Cybercriminals will increasingly target account recovery methods, says Jerome Becquart, COO, Axiad:
As the “front door” of the (computer network) house gets stronger, cybercriminals will shift from stealing credentials (e.g., passwords) to attacking the “back door,” or account recovery methods. For example, let’s say a cybercriminal enters incorrect information on an account five times. The account recovery process then kicks in. If that process involves calling a help desk to answer security questions or answering them online, there’s a good chance hackers will be able to ascertain the information they need to hack their way in by perusing social media. We’re already seeing this happen, but, in 2024, we’ll see an escalation of cybercriminals targeting account recovery methods to compromise credentials.
Ihab Shraim
More cyberattacks will leverage dormant, aging domains, says Ihab Shraim, CTO, CSC Digital Brand Services:
Most average organizations have many inactive, dormant brand domains that are not monitored on an ongoing basis, and many are owned by unaffiliated third parties who purchased the domains for malicious purposes. Threat actors keep these dormant domain names inactive for a few months or even years, connecting them to an MX domain record and leaving them alone until they are ready to activate for cyberattacks including targeted phishing and malware distribution campaigns. Considering how many organizations lack ownership of their full brand-affiliated domain portfolio, I predict there will be significantly more dormant domains weaponized in phishing and malware targeted attacks in 2024.

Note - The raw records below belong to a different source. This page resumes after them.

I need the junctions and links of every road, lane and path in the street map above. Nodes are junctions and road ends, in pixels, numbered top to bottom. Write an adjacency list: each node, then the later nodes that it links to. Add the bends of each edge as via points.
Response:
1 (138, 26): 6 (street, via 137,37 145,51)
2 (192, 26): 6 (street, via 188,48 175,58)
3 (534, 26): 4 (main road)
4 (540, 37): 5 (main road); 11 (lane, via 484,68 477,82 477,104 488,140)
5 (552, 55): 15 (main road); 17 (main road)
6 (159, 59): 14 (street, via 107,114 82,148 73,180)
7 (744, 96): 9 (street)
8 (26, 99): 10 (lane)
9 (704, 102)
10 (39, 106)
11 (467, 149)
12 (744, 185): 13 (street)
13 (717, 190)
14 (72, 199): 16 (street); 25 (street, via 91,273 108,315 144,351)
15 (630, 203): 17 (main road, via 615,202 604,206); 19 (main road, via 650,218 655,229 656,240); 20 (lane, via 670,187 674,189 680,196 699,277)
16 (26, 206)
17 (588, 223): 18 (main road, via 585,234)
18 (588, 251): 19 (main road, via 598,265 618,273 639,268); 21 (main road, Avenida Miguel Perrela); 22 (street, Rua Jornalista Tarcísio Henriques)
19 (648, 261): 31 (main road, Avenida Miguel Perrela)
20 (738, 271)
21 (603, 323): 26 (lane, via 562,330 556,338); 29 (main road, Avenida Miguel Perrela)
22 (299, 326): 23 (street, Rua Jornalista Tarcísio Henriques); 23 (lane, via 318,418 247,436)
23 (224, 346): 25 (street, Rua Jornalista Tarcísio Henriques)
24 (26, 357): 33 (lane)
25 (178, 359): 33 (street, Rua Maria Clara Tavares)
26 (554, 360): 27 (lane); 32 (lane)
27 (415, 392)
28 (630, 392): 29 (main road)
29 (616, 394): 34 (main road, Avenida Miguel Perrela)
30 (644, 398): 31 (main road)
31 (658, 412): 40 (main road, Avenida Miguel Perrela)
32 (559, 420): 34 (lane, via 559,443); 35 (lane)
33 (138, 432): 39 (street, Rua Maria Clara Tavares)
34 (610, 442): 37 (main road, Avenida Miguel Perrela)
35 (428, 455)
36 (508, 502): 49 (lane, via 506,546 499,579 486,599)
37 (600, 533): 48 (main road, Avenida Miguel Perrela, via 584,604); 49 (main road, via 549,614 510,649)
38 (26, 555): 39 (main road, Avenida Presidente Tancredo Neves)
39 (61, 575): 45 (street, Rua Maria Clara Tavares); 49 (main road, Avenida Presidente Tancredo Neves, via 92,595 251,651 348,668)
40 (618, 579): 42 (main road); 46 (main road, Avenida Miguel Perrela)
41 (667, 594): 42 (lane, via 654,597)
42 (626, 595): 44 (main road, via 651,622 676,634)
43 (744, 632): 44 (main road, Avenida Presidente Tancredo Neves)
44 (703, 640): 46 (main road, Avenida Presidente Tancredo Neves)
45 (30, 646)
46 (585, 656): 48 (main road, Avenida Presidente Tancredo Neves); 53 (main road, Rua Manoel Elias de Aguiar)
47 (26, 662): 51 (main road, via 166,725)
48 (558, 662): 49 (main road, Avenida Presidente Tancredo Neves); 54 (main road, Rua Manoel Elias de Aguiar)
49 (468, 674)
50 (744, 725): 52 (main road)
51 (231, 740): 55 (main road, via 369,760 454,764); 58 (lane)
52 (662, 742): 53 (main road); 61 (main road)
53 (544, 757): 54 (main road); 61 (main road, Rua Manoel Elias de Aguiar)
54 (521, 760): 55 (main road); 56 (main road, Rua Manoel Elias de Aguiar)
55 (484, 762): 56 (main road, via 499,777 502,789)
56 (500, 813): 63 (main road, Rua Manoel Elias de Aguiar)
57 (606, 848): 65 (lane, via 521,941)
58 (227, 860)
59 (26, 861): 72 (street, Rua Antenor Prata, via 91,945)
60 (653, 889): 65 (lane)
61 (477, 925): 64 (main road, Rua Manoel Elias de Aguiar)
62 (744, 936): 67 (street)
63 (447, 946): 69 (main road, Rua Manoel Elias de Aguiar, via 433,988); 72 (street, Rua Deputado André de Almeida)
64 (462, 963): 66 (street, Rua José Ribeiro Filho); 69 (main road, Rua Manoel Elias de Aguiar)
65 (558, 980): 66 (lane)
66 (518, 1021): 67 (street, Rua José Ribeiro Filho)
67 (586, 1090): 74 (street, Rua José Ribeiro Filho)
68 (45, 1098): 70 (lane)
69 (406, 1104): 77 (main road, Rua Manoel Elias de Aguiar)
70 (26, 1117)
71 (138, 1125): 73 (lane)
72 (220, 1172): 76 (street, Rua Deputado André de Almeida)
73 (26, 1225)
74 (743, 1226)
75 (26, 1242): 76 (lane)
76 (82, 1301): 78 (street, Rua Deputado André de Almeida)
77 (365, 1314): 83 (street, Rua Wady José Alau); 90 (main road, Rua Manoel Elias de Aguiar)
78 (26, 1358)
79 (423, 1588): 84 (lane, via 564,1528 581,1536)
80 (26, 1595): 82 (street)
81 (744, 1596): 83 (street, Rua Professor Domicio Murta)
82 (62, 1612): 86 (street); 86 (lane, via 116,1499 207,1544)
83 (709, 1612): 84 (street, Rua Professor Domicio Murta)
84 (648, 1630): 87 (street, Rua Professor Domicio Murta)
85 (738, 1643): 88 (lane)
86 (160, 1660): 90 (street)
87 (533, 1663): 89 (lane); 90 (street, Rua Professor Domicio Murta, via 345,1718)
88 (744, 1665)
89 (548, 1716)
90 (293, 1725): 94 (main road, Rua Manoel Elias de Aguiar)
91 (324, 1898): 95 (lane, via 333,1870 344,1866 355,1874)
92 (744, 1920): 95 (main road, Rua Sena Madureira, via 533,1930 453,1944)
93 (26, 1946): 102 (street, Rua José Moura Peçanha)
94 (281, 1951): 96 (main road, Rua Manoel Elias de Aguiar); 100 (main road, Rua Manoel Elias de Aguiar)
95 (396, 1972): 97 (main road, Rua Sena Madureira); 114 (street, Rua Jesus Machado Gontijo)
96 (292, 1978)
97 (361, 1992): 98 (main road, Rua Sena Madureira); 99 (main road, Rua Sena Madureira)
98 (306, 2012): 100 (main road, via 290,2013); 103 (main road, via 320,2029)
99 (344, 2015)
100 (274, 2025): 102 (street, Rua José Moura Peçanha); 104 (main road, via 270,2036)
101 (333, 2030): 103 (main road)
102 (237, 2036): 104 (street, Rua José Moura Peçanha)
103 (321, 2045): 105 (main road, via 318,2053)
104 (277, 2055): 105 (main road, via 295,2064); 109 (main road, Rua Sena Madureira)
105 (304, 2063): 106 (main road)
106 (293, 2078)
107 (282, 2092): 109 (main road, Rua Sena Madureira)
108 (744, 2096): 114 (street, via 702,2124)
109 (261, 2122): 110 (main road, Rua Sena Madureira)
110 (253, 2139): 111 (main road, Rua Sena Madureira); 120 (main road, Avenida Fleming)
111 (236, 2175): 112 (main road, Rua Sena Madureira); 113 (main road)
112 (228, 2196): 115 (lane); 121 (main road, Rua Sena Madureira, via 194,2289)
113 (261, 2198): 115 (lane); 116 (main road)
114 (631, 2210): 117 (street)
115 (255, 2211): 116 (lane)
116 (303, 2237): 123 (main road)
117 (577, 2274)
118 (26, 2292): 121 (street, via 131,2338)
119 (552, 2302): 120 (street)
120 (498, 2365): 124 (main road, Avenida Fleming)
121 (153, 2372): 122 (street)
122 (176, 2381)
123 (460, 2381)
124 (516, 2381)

Digital fraud and abuse will skyrocket as bots become more sophisticated and easier to leverage, says Sam Crowther, founder and CEO, Kasada:
Nearly 80% of IT pros claim that bots are becoming more sophisticated and challenging for their security tools to detect. Advanced bots intended to scalp sneakers and electronics are being repurposed and are easily accessible for those wanting to commit fraud. The hacking community has achieved economies of scale, and it’s never been easier to launch sophisticated cyberattacks without needing the formerly prerequisite expertise. In 2024, advanced bots will drive an increase in digital fraud and abuse, including more high profile, successful account takeover attacks and money washing schemes.
Chandrodaya Prasad
The rise of supply chain attacks, says Chandrodaya Prasad, executive vice president of product marketing, SonicWall:
The complexity and interconnectedness of modern software and hardware supply chains make them attractive targets for cybercriminals and state-sponsored hackers. We've already seen notable examples, such as the SolarWinds and Kaseya incidents, where attackers compromised widely used software to infiltrate multiple organizations at once. In 2024 we expect to see the trend of attacking suppliers instead of direct targets escalate, making supply chain security a significant concern for organizations. Given the potential for such attacks to be highly impactful, affecting not just one company but potentially hundreds or thousands, expect to see increasing pressure from regulators and customers alike to secure supply chains. The result will be stricter regulations and compliance requirements related to supply chain security, forcing organizations to scrutinize their vendors more closely.